Eventually, they were joined by the fourth woman - with her baby - and they are all now sitting behind me, talking in hushed-followed-by-elevated tones. The interesting thing to me is to listed to the tones and pacing of their voices; the rhythms falling into a pattern that is common of Japanese talk-and-respond and of an age (and possibly maternal) hierarchy into which their tones and interactions fall. The youngest takes on the tones of a girl - higher and tittering - apologizing for showing up after the initial two (older-than-her) women. The mother (although apparently no older than the original two women) was given more social leeway with her 30-minute delay in showing up, and (as far as my passive eavesdropping could tell) was given no behind-her-back disparagement. Too, her baby received a lot of fawning as she put up his and her coats and sat down. Of the four, she seems also to be the most acculturated to the United States - she ordered easily off the menu with no questions and in a more close-to-Midwest accent - and (if this indication is true) may (in addition to her obvious motherhood) be senior to the other in this condition as well.

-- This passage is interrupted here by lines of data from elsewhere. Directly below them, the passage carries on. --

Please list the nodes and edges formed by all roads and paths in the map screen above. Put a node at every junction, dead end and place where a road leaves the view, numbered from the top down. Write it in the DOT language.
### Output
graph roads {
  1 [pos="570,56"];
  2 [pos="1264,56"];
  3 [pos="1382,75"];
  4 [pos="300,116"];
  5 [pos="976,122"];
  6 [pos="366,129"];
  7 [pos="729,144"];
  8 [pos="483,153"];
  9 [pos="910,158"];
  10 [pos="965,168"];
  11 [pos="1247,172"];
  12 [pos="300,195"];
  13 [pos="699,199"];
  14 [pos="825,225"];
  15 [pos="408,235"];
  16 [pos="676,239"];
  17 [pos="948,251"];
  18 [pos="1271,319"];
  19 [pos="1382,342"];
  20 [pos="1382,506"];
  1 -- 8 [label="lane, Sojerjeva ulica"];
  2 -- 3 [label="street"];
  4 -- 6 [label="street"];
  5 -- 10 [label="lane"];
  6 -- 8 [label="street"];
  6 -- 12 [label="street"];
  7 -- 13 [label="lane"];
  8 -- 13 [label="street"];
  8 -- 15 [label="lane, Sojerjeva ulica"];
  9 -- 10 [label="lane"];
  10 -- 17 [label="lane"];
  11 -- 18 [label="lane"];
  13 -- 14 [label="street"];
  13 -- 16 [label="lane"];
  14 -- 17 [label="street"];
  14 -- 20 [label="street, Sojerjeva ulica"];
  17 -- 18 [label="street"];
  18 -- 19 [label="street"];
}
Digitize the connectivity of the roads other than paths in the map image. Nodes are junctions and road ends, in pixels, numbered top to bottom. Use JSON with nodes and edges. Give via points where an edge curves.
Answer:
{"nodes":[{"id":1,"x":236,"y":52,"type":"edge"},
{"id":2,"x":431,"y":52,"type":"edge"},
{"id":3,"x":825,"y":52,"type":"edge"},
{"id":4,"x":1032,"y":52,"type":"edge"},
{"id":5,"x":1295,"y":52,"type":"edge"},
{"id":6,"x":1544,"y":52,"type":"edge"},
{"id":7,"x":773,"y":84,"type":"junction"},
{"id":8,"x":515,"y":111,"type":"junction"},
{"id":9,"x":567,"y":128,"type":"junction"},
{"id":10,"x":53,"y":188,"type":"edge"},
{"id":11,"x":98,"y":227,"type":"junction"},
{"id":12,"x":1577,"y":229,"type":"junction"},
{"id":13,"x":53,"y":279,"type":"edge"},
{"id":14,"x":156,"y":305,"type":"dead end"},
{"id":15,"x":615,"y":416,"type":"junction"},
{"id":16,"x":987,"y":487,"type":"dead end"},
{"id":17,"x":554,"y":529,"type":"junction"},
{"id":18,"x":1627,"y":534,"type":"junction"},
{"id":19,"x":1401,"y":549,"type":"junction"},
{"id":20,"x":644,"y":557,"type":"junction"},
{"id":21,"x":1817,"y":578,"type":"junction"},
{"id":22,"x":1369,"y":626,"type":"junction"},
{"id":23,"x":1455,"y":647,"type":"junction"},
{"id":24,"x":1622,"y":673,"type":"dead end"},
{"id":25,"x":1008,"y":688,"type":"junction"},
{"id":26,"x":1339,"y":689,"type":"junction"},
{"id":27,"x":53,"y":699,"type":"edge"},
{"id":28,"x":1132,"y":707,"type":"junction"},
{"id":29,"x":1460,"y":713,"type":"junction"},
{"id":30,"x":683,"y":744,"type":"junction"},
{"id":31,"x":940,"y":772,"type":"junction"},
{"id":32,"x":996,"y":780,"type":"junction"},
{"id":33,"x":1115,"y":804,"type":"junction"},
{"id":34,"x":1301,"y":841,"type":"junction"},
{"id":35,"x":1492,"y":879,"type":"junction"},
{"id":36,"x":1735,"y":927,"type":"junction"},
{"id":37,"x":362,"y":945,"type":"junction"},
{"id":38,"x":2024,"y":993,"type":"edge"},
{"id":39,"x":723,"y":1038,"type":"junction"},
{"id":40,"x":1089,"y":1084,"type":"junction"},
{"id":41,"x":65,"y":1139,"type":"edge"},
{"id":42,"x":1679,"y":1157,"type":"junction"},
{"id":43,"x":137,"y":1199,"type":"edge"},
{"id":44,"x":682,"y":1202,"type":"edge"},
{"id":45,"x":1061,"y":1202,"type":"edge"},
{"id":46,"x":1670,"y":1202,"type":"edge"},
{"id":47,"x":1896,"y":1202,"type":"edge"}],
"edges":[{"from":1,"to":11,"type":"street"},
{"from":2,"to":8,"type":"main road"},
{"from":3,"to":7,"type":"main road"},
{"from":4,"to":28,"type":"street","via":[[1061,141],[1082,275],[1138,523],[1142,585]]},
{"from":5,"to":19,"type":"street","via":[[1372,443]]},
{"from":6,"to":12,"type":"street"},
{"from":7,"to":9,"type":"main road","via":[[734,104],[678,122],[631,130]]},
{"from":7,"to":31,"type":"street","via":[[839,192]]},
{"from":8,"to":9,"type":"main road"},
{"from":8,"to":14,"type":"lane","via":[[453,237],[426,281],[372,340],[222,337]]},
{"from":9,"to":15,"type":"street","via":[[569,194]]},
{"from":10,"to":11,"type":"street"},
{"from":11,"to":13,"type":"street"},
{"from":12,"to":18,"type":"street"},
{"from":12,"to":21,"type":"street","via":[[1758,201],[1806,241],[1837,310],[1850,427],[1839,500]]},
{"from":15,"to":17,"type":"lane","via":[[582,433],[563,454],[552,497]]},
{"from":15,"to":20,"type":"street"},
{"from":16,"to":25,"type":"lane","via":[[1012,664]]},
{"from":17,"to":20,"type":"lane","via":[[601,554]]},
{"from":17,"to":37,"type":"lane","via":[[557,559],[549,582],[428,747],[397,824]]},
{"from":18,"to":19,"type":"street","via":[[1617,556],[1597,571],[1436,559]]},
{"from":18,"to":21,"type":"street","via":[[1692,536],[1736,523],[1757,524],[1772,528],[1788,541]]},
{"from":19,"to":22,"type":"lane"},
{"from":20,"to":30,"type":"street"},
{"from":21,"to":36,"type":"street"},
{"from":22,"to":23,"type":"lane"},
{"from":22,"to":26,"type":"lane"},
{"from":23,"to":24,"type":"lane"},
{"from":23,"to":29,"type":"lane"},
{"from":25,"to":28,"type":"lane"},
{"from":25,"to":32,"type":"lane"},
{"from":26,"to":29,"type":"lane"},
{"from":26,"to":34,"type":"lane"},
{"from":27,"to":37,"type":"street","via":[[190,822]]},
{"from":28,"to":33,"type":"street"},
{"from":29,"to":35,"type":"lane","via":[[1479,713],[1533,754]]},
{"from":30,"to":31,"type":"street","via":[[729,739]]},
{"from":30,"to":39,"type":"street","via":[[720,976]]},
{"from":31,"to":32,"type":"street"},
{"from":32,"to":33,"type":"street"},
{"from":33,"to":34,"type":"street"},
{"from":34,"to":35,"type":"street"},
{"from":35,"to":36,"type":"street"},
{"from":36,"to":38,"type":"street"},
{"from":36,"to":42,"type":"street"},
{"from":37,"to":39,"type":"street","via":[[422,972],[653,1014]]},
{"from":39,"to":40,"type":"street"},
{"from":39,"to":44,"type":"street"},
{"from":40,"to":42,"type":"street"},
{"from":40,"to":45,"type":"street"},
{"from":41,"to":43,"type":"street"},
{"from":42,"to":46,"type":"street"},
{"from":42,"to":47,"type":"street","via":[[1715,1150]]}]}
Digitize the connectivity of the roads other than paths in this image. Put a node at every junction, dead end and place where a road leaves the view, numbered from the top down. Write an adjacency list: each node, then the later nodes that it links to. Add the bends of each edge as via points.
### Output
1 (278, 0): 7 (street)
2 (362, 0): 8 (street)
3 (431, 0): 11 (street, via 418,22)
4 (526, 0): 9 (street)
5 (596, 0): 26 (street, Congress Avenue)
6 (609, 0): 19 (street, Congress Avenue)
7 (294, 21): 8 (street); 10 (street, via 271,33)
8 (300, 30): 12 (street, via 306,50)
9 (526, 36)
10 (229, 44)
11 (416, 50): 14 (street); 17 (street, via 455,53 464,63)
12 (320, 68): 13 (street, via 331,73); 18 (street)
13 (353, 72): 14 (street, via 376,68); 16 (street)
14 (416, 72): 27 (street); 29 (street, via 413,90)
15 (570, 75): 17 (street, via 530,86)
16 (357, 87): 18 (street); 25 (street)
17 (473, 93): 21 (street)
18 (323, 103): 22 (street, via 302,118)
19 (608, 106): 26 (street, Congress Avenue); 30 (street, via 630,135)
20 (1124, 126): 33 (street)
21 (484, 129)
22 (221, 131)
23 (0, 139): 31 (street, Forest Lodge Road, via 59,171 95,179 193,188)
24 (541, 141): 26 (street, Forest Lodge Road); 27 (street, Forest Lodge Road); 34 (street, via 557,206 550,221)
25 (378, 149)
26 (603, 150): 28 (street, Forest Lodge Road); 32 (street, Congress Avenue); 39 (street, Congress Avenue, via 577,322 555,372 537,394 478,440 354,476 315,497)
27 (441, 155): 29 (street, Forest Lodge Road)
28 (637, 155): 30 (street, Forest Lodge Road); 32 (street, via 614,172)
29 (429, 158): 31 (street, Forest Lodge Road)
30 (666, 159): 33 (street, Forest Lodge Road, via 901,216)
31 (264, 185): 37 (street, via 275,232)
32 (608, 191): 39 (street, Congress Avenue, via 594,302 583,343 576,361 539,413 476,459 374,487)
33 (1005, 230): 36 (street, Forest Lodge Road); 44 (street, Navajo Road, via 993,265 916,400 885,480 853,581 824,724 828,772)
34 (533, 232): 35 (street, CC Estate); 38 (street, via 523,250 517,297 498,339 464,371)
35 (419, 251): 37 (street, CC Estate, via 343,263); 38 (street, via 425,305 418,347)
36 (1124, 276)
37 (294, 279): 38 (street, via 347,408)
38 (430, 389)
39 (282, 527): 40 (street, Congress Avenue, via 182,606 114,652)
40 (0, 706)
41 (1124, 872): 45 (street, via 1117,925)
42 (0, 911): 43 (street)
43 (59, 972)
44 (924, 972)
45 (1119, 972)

This whole thing - Japanese social hierarchy - is something that I am sure has been studied through anthropological and sociological lenses in academia. I'm sure, too, that the concepts do not translate into the American English usage and mental framings that so define "everyone's" day-to-day lives, because not would a lexicon be necessary, but also a cultural frame-of-mind, and a grammar and conversational structure that allows (or encourages) such social interactions.

But now - after a fulfilling amount of coffee and a stomach full on breakfast sandwich - I must get to work.